Abdel Laadjel

Personal information
- Nationality: Irish
- Born: 9 September 2003 (age 22) Dublin, Ireland

Sport
- Sport: Athletics
- Event(s): Long-distance running, Cross country running

Achievements and titles
- Personal best(s): Mile: 3:59.89 (Boston, 2024) 3000m: 7:48.74 (Boston, 2026) 5000m: 13:24.17 (Boston, 2025) 10,000m: 28:29.17 (Palo Alto, 2025)

Medal record
Men's athletics
Representing Ireland
European Cross Country Championships
| Silver medal – second place | 2021 Dublin | U20 team |

= Abdel Laadjel =

Irish athlete (born 2003)

Abdel Laadjel (born 9 September 2003) is an Irish long-distance and cross country runner. He is the Irish under-23 indoor record holder over 5000 metres.

==Early life==
Born in Dublin, Laadjel attended Kishoge Community College in Lucan, Dublin, before attending the Providence College in Rhode Island in the United States on a full scholarship. In Ireland, he was a member of Donore Harriers, and won the All-Ireland Schools Cross Country championship in March 2020.

==Career==
Laadjel was a member of the Irish team which won the silver medal in the U20 men's team event at the 2021 European Cross Country Championships in Dublin in December 2021, and was the highest Irish finisher in sixth place. In February 2022, he broke Darragh McElhinney's Irish under-20 5000 metres indoor record, before breaking the Irish U20 10,000 metres record the following month, which had been set in 1970 by Frank Greally.
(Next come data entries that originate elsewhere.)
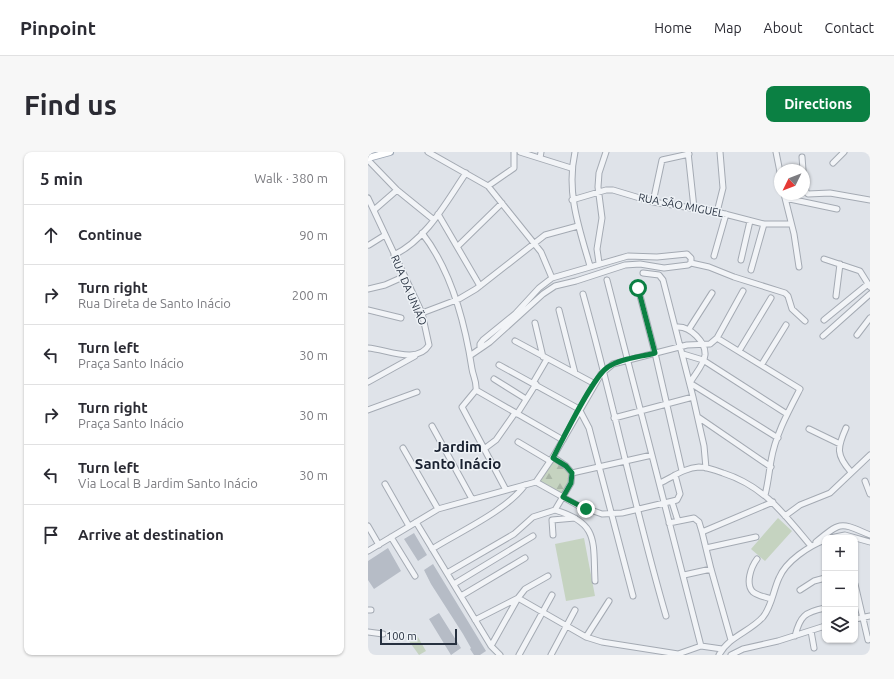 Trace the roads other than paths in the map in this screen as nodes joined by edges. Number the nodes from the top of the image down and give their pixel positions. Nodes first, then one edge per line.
1 (390, 152) edge
2 (428, 152) edge
3 (514, 152) edge
4 (520, 152) edge
5 (541, 152) edge
6 (575, 152) edge
7 (606, 152) edge
8 (720, 152) edge
9 (776, 152) edge
10 (688, 153) edge
11 (841, 153) edge
12 (802, 157) dead end
13 (540, 158) junction
14 (368, 159) edge
15 (833, 163) dead end
16 (778, 164) edge
17 (803, 164) edge
18 (571, 168) junction
19 (466, 173) junction
20 (488, 186) junction
21 (397, 190) junction
22 (598, 193) junction
23 (810, 193) edge
24 (368, 198) edge
25 (572, 200) junction
26 (786, 200) edge
27 (801, 200) edge
28 (870, 200) edge
29 (653, 202) junction
30 (502, 203) junction
31 (694, 208) junction
32 (837, 209) dead end
33 (374, 210) junction
34 (717, 212) junction
35 (438, 214) junction
36 (726, 214) junction
37 (434, 220) junction
38 (750, 221) junction
39 (764, 224) junction
40 (791, 224) junction
41 (578, 226) junction
42 (422, 233) junction
43 (385, 234) junction
44 (534, 243) junction
45 (369, 245) edge
46 (458, 246) junction
47 (394, 255) junction
48 (714, 256) dead end
49 (824, 259) dead end
50 (741, 260) dead end
51 (600, 263) junction
52 (691, 263) junction
53 (840, 264) junction
54 (590, 266) junction
55 (799, 267) dead end
56 (751, 270) dead end
57 (643, 273) dead end
58 (403, 277) junction
59 (552, 278) junction
60 (607, 280) dead end
61 (480, 286) junction
62 (869, 286) edge
63 (638, 288) dead end
64 (368, 289) edge
65 (743, 291) dead end
66 (712, 293) dead end
67 (583, 294) dead end
68 (870, 294) edge
69 (836, 296) dead end
70 (771, 298) dead end
71 (455, 300) junction
72 (368, 310) edge
73 (559, 310) dead end
74 (422, 313) junction
75 (401, 318) dead end
76 (870, 318) edge
77 (824, 320) dead end
78 (805, 321) dead end
79 (535, 323) dead end
80 (786, 325) dead end
81 (676, 327) junction
82 (689, 329) junction
83 (857, 335) dead end
84 (823, 336) dead end
85 (717, 338) junction
86 (515, 341) dead end
87 (702, 345) junction
88 (681, 346) junction
89 (368, 348) edge
90 (480, 348) junction
91 (739, 351) junction
92 (655, 353) junction
93 (683, 354) junction
94 (471, 355) junction
95 (416, 356) junction
96 (545, 358) junction
97 (628, 360) junction
98 (704, 360) junction
99 (762, 364) junction
100 (499, 365) dead end
101 (604, 370) junction
102 (575, 374) junction
103 (494, 379) dead end
104 (368, 382) edge
105 (535, 383) junction
106 (690, 383) junction
107 (595, 384) junction
108 (476, 390) junction
109 (417, 392) dead end
110 (693, 397) junction
111 (526, 400) junction
112 (667, 405) junction
113 (579, 409) junction
114 (368, 410) edge
115 (641, 411) junction
116 (516, 414) junction
117 (787, 414) junction
118 (698, 417) junction
119 (614, 418) junction
120 (432, 426) dead end
121 (846, 428) dead end
122 (809, 430) dead end
123 (778, 438) junction
124 (562, 440) junction
125 (518, 442) dead end
126 (840, 444) junction
127 (403, 448) dead end
128 (484, 449) junction
129 (652, 455) junction
130 (870, 455) edge
131 (551, 460) junction
132 (625, 461) junction
133 (771, 467) junction
134 (600, 468) junction
135 (706, 468) junction
136 (682, 471) junction
137 (851, 472) junction
138 (572, 473) junction
139 (675, 475) junction
140 (865, 481) dead end
141 (536, 482) junction
142 (660, 482) junction
143 (385, 484) dead end
144 (525, 485) junction
145 (506, 490) junction
146 (870, 494) edge
147 (765, 495) junction
148 (563, 497) junction
149 (472, 499) junction
150 (672, 502) junction
151 (773, 502) junction
152 (665, 503) junction
153 (438, 509) junction
154 (555, 510) junction
155 (637, 510) junction
156 (611, 514) junction
157 (785, 516) junction
158 (576, 517) junction
159 (678, 521) junction
160 (416, 522) junction
161 (669, 523) junction
162 (368, 526) edge
163 (409, 526) junction
164 (702, 532) junction
165 (553, 535) dead end
166 (870, 535) edge
167 (533, 536) dead end
168 (391, 537) junction
169 (756, 537) dead end
170 (858, 539) edge
171 (822, 541) edge
172 (870, 542) edge
173 (813, 544) junction
174 (379, 545) junction
175 (706, 548) junction
176 (432, 549) junction
177 (368, 551) edge
178 (525, 558) dead end
179 (757, 559) dead end
180 (711, 569) junction
181 (447, 573) junction
182 (684, 575) junction
183 (415, 576) dead end
184 (548, 576) dead end
185 (822, 579) edge
186 (595, 581) dead end
187 (454, 584) junction
188 (800, 590) dead end
189 (552, 595) dead end
190 (461, 596) junction
191 (633, 596) dead end
192 (518, 598) junction
193 (771, 600) junction
194 (609, 601) dead end
195 (858, 604) edge
196 (822, 609) edge
197 (575, 610) dead end
198 (541, 612) junction
199 (666, 616) dead end
200 (870, 616) edge
201 (863, 617) junction
202 (858, 618) edge
203 (475, 620) junction
204 (567, 626) junction
205 (822, 627) edge
206 (811, 630) junction
207 (368, 632) edge
208 (383, 634) dead end
209 (795, 636) junction
210 (586, 637) junction
211 (869, 639) edge
212 (731, 640) junction
213 (491, 646) junction
214 (701, 646) junction
215 (814, 648) dead end
216 (648, 650) junction
217 (721, 653) edge
218 (678, 654) edge
219 (500, 655) edge
220 (518, 655) edge
221 (552, 655) edge
222 (652, 655) edge
223 (731, 655) edge

1 - 14 main road
2 - 19 street
3 - 20 street
4 - 13 street
5 - 13 street
6 - 18 street
7 - 22 street
8 - 34 street
9 - 16 street
10 - 29 street
10 - 31 street
11 - 15 street
12 - 17 street
13 - 18 street
14 - 21 street
18 - 25 street
19 - 20 street
19 - 35 street
20 - 30 street
21 - 33 street
21 - 37 street
22 - 25 street, RUA SÃO MIGUEL
22 - 29 street, RUA SÃO MIGUEL
22 - 51 street
23 - 28 street
24 - 33 street, RUA DA UNIÃO
25 - 41 street
26 - 40 street
27 - 32 street
29 - 31 street, RUA SÃO MIGUEL
30 - 44 street
30 - 46 street
31 - 34 street, RUA SÃO MIGUEL
33 - 43 street, RUA DA UNIÃO
34 - 36 street, RUA SÃO MIGUEL
35 - 37 street
35 - 46 street
36 - 38 street, RUA SÃO MIGUEL
36 - 48 street
37 - 42 street
38 - 39 street, RUA SÃO MIGUEL
38 - 50 street
39 - 40 street, RUA SÃO MIGUEL
39 - 56 street
40 - 55 street
41 - 44 street
41 - 54 street
42 - 47 street
42 - 71 street
43 - 45 street
43 - 47 street, RUA DA UNIÃO
44 - 59 street
44 - 61 street
46 - 61 street
47 - 58 street, RUA DA UNIÃO
49 - 53 street
51 - 52 street
51 - 54 street
52 - 78 street
52 - 90 street
53 - 62 street
53 - 69 street
54 - 59 street
57 - 81 street
58 - 64 street
58 - 74 street, RUA DA UNIÃO
59 - 90 street
60 - 97 street
61 - 71 street
62 - 77 street
63 - 92 street
65 - 85 street
66 - 82 street
67 - 101 street
68 - 84 street
70 - 91 street
71 - 74 street
71 - 94 street
72 - 75 street
73 - 102 street
74 - 95 street, RUA DA UNIÃO
76 - 83 street
79 - 96 street
80 - 99 street
81 - 82 street
81 - 88 street
82 - 87 street
85 - 87 street
85 - 91 street
86 - 96 street
87 - 88 street
87 - 98 street
88 - 92 street
88 - 93 street
89 - 95 street
90 - 94 street
91 - 99 street
92 - 97 street
92 - 112 street
93 - 98 street
93 - 106 street
94 - 108 street
95 - 104 street
96 - 102 street
96 - 105 street
97 - 101 street
97 - 115 street
98 - 106 street
98 - 117 street
99 - 117 street
100 - 105 street
101 - 107 street
101 - 119 street
102 - 107 street
103 - 111 street
105 - 111 street
105 - 113 street
106 - 110 street
106 - 123 street
107 - 113 street
108 - 116 street
108 - 128 street
109 - 114 street
110 - 112 street
110 - 118 street
111 - 116 street
112 - 115 street
112 - 136 street
113 - 124 street
113 - 134 street
115 - 119 street
115 - 129 street
116 - 124 street
116 - 128 street
117 - 123 street
118 - 133 street
118 - 135 street
119 - 132 street
120 - 149 street
121 - 126 street
122 - 126 street
123 - 133 street
124 - 131 street
125 - 131 street
126 - 137 street
127 - 153 street
128 - 145 street
129 - 132 street
129 - 142 street
130 - 137 street
131 - 138 street
131 - 141 street
132 - 134 street
132 - 155 street
133 - 147 street
134 - 138 street
134 - 156 street
135 - 136 street
135 - 147 street
136 - 139 street
137 - 157 street
138 - 148 street
139 - 142 street
139 - 150 street
140 - 146 street
141 - 144 street
141 - 148 street
142 - 152 street
143 - 163 street
144 - 145 street
144 - 176 street
145 - 149 street
147 - 151 street
148 - 154 street
148 - 156 street
149 - 153 street
150 - 152 street
150 - 159 street
151 - 157 street
151 - 164 street
152 - 155 street
152 - 161 street
153 - 160 street
154 - 158 street
154 - 181 street
155 - 156 street
155 - 199 street
156 - 191 street
157 - 173 street
158 - 165 street
158 - 186 street
159 - 161 street
159 - 164 street
160 - 163 street
160 - 176 street
161 - 182 street
162 - 174 street
163 - 168 street
164 - 175 street
166 - 173 street
167 - 187 street
168 - 174 street
168 - 183 street
169 - 175 street
170 - 172 street
171 - 173 street
173 - 193 street
174 - 177 street
175 - 180 street
176 - 181 street
178 - 190 street
179 - 193 street
180 - 182 street
180 - 212 street
181 - 187 street
182 - 214 street
184 - 192 street
185 - 188 street
187 - 190 street
189 - 198 street
190 - 203 street
192 - 198 street
192 - 203 street
192 - 213 street
193 - 212 street
194 - 210 street
195 - 201 street
196 - 209 street
197 - 204 street
198 - 204 street
198 - 220 street
200 - 201 street
201 - 202 street
201 - 211 street
203 - 213 street
204 - 210 street
204 - 221 street
205 - 206 street
206 - 209 street
206 - 215 street
207 - 208 street
209 - 223 street
210 - 216 street
212 - 217 street
213 - 219 street
214 - 217 street
214 - 218 street
216 - 218 street
216 - 222 street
Laadjel placed fourth at the 2023 European Athletics U23 Championships over 10,000 metres in Espoo, Finland, in a time of 29:23:33.

Laadjel transferred from Providence College to the University of Oregon prior to the start of the 2025 indoor season. Laadjel ran 28:29.17 for the 10,000 metres to move to ninth on the University or Oregon all-time list, at the Stanford Invitational on 4 April 2025.

Laadjel won the individual men’s race and the team title with Oregon at the Big Ten Conference cross country championships on 31 October 2025. He had a sixth place finish at the NCAA West Regional cross country championships on 14 November 2025 at in Sacramento, California, helping the Oregon Ducks to the team title. On 22 November, he had a top-ten finish at the 2025 NCAA Cross Country Championships in Missouri. The following month, competing in Boston, Massachusetts, Laadjel broke Irish U23 indoor record in the 5000m, running 13:24.17 to also move to fourth on the Irish senior indoor all-time list. At the BU Valentine Invitational on 13 February 2026, Laadjel took four seconds off his personal best in the indoor 3000m, running 7:48.74. He ran 14:00.11 in the 5000m on 13 March at the 2026 NCAA Indoor Championships.